Task statement:
Using the records below, filter out every line that lacks "شارع" and copy the rest.

Task data:
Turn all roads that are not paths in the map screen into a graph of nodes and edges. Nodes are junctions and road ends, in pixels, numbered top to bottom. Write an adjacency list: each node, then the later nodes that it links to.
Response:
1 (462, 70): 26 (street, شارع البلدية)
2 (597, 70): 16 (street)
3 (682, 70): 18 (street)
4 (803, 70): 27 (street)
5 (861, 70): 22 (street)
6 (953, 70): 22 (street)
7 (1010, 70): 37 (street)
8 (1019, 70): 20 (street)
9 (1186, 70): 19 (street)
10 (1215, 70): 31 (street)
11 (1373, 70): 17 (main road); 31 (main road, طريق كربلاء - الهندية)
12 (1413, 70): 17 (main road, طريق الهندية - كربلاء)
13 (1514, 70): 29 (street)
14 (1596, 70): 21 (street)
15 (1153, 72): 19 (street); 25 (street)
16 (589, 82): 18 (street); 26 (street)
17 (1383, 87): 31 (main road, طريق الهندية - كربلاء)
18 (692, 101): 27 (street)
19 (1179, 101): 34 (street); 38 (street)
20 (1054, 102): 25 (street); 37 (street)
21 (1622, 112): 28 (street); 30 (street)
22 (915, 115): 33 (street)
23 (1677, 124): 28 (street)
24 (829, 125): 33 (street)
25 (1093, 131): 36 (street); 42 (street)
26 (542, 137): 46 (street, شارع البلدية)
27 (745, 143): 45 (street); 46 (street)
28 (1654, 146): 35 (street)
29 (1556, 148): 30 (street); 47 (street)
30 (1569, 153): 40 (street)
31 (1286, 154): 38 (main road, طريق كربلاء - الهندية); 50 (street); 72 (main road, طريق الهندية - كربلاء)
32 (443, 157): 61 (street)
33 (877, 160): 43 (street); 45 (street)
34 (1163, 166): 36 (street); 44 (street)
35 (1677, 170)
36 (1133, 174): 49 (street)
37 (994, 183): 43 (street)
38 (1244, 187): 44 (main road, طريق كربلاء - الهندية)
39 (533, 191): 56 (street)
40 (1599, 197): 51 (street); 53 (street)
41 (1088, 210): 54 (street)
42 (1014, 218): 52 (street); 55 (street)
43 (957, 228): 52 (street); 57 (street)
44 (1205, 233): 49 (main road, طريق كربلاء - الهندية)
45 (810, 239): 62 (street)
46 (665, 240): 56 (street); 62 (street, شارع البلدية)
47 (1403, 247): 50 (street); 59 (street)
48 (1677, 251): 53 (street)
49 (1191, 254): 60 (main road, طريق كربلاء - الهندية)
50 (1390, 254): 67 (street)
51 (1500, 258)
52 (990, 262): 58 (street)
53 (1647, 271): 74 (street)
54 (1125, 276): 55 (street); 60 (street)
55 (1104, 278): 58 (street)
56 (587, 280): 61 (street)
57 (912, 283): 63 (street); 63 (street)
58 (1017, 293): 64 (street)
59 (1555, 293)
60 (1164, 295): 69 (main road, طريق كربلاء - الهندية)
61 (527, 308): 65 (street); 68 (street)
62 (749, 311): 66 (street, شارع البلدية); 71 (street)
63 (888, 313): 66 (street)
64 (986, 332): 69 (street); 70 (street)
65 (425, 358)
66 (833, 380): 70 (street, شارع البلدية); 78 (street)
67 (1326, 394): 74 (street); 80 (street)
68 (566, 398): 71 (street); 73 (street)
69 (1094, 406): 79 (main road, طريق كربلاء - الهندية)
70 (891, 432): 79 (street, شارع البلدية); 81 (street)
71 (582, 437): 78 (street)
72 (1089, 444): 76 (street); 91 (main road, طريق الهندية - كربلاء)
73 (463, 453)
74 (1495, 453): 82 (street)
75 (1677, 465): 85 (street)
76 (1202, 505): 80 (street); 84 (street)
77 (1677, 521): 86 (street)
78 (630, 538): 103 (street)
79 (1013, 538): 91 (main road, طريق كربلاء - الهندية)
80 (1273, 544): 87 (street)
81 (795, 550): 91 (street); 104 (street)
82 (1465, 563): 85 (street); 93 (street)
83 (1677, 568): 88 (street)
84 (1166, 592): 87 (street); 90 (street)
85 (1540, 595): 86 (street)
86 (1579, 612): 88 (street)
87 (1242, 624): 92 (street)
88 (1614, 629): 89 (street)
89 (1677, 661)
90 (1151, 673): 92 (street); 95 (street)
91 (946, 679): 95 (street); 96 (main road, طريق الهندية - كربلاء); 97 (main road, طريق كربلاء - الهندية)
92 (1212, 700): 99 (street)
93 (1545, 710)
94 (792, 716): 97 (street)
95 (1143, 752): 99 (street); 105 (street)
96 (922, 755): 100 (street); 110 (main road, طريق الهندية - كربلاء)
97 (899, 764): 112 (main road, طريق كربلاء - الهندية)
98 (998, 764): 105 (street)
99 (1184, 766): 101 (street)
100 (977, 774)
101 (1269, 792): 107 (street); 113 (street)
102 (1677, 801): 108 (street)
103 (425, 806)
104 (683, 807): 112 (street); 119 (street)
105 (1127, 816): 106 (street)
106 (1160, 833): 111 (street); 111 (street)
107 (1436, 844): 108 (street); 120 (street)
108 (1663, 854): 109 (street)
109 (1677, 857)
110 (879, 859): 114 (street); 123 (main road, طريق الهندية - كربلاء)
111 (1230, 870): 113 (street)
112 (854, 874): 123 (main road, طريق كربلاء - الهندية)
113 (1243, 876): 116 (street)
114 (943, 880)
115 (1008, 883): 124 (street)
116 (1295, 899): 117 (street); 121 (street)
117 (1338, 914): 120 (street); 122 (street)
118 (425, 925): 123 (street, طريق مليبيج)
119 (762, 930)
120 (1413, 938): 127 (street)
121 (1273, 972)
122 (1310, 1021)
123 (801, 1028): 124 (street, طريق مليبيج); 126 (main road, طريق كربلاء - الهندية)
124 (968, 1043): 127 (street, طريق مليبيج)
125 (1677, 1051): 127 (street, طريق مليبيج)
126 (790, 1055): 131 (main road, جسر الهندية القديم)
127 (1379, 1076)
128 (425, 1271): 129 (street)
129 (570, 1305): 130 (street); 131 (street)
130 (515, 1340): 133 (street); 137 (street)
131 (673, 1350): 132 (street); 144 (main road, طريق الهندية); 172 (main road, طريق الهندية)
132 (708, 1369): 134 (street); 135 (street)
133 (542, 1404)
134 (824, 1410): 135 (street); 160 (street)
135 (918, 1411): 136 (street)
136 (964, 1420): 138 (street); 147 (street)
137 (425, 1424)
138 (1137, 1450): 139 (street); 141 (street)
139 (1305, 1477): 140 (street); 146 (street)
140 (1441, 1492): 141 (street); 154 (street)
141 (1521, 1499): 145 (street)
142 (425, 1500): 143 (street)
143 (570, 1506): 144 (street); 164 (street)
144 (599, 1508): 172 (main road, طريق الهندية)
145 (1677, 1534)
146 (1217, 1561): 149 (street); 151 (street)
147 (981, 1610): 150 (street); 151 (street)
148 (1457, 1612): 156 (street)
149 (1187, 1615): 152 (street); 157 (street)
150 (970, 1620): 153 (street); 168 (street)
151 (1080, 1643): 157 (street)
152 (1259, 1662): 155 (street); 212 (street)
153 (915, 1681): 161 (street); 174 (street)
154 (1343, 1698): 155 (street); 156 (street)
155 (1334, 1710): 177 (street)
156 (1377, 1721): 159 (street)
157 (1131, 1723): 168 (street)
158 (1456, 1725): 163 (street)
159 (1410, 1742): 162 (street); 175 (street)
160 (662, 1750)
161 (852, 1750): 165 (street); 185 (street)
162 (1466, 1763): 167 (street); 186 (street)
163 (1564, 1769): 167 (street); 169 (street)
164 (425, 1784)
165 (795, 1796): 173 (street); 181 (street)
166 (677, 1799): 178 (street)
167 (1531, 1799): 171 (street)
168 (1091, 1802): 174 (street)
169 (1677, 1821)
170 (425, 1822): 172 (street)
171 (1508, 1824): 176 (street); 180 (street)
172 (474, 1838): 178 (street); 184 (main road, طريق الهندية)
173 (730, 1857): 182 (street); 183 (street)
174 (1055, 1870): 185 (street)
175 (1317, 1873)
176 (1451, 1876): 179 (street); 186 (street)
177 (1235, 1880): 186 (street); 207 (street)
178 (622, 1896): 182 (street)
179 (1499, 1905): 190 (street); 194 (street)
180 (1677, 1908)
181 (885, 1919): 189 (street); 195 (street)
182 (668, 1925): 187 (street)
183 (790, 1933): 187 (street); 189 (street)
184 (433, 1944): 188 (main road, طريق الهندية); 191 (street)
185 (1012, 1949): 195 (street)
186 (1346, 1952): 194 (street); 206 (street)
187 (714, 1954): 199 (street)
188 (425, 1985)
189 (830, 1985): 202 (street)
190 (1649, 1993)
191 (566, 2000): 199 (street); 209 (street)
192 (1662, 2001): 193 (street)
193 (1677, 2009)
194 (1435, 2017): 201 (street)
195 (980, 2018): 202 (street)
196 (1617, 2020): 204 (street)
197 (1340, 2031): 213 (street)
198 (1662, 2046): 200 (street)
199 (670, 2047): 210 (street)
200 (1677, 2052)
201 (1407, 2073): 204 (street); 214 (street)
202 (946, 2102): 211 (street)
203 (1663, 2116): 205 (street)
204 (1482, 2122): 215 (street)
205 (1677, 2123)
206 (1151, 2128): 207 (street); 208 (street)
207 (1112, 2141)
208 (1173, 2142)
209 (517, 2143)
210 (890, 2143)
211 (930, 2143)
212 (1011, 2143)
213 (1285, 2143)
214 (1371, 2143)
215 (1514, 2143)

Output:
1 (462, 70): 26 (street, شارع البلدية)
26 (542, 137): 46 (street, شارع البلدية)
46 (665, 240): 56 (street); 62 (street, شارع البلدية)
62 (749, 311): 66 (street, شارع البلدية); 71 (street)
66 (833, 380): 70 (street, شارع البلدية); 78 (street)
70 (891, 432): 79 (street, شارع البلدية); 81 (street)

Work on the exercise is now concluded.